*Task requirements*: Keeping every line intact, print the records that follow.

Saved entries:
********************

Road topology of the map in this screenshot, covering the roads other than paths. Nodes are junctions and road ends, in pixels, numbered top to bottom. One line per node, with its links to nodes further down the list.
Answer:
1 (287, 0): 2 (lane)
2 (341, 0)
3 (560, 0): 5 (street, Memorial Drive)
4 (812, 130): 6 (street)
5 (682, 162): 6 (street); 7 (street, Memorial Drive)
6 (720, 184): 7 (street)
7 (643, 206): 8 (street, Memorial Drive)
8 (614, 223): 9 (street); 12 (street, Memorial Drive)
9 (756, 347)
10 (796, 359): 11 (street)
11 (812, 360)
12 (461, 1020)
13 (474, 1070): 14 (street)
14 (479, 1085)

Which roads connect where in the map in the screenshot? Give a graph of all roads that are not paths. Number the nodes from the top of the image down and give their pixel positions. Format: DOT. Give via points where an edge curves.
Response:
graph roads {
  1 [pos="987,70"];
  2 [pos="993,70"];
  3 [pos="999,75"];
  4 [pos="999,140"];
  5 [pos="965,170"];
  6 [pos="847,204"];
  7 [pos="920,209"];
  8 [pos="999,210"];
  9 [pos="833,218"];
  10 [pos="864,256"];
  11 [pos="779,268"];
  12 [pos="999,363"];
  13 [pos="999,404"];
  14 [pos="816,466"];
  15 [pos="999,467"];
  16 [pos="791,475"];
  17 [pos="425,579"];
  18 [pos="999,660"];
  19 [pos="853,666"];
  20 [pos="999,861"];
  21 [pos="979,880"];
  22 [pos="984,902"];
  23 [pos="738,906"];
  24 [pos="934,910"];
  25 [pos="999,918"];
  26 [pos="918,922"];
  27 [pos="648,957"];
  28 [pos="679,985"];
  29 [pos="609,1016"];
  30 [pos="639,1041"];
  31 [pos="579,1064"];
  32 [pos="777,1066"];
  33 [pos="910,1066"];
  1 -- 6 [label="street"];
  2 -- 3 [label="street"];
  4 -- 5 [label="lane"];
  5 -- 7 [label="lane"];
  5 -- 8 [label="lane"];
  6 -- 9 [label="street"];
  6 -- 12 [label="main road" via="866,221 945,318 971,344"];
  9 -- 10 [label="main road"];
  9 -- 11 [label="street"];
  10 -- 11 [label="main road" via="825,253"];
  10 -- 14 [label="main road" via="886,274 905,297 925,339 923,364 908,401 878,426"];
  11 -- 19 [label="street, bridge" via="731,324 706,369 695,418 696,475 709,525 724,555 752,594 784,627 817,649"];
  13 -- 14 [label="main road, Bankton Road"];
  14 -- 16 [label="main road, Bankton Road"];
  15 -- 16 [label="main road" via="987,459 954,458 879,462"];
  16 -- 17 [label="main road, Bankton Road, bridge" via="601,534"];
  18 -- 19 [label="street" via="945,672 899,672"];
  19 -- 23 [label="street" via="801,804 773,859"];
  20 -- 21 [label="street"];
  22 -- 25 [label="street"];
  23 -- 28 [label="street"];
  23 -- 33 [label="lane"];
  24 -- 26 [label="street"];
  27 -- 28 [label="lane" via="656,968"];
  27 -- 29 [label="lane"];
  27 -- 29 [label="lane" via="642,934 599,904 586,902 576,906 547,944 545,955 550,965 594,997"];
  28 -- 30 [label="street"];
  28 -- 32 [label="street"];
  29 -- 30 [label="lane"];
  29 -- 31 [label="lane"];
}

********************

*Completed task*:
Road topology of the map in this screenshot, covering the roads other than paths. Nodes are junctions and road ends, in pixels, numbered top to bottom. One line per node, with its links to nodes further down the list.
Answer:
1 (287, 0): 2 (lane)
2 (341, 0)
3 (560, 0): 5 (street, Memorial Drive)
4 (812, 130): 6 (street)
5 (682, 162): 6 (street); 7 (street, Memorial Drive)
6 (720, 184): 7 (street)
7 (643, 206): 8 (street, Memorial Drive)
8 (614, 223): 9 (street); 12 (street, Memorial Drive)
9 (756, 347)
10 (796, 359): 11 (street)
11 (812, 360)
12 (461, 1020)
13 (474, 1070): 14 (street)
14 (479, 1085)

Which roads connect where in the map in the screenshot? Give a graph of all roads that are not paths. Number the nodes from the top of the image down and give their pixel positions. Format: DOT. Give via points where an edge curves.
Response:
graph roads {
  1 [pos="987,70"];
  2 [pos="993,70"];
  3 [pos="999,75"];
  4 [pos="999,140"];
  5 [pos="965,170"];
  6 [pos="847,204"];
  7 [pos="920,209"];
  8 [pos="999,210"];
  9 [pos="833,218"];
  10 [pos="864,256"];
  11 [pos="779,268"];
  12 [pos="999,363"];
  13 [pos="999,404"];
  14 [pos="816,466"];
  15 [pos="999,467"];
  16 [pos="791,475"];
  17 [pos="425,579"];
  18 [pos="999,660"];
  19 [pos="853,666"];
  20 [pos="999,861"];
  21 [pos="979,880"];
  22 [pos="984,902"];
  23 [pos="738,906"];
  24 [pos="934,910"];
  25 [pos="999,918"];
  26 [pos="918,922"];
  27 [pos="648,957"];
  28 [pos="679,985"];
  29 [pos="609,1016"];
  30 [pos="639,1041"];
  31 [pos="579,1064"];
  32 [pos="777,1066"];
  33 [pos="910,1066"];
  1 -- 6 [label="street"];
  2 -- 3 [label="street"];
  4 -- 5 [label="lane"];
  5 -- 7 [label="lane"];
  5 -- 8 [label="lane"];
  6 -- 9 [label="street"];
  6 -- 12 [label="main road" via="866,221 945,318 971,344"];
  9 -- 10 [label="main road"];
  9 -- 11 [label="street"];
  10 -- 11 [label="main road" via="825,253"];
  10 -- 14 [label="main road" via="886,274 905,297 925,339 923,364 908,401 878,426"];
  11 -- 19 [label="street, bridge" via="731,324 706,369 695,418 696,475 709,525 724,555 752,594 784,627 817,649"];
  13 -- 14 [label="main road, Bankton Road"];
  14 -- 16 [label="main road, Bankton Road"];
  15 -- 16 [label="main road" via="987,459 954,458 879,462"];
  16 -- 17 [label="main road, Bankton Road, bridge" via="601,534"];
  18 -- 19 [label="street" via="945,672 899,672"];
  19 -- 23 [label="street" via="801,804 773,859"];
  20 -- 21 [label="street"];
  22 -- 25 [label="street"];
  23 -- 28 [label="street"];
  23 -- 33 [label="lane"];
  24 -- 26 [label="street"];
  27 -- 28 [label="lane" via="656,968"];
  27 -- 29 [label="lane"];
  27 -- 29 [label="lane" via="642,934 599,904 586,902 576,906 547,944 545,955 550,965 594,997"];
  28 -- 30 [label="street"];
  28 -- 32 [label="street"];
  29 -- 30 [label="lane"];
  29 -- 31 [label="lane"];
}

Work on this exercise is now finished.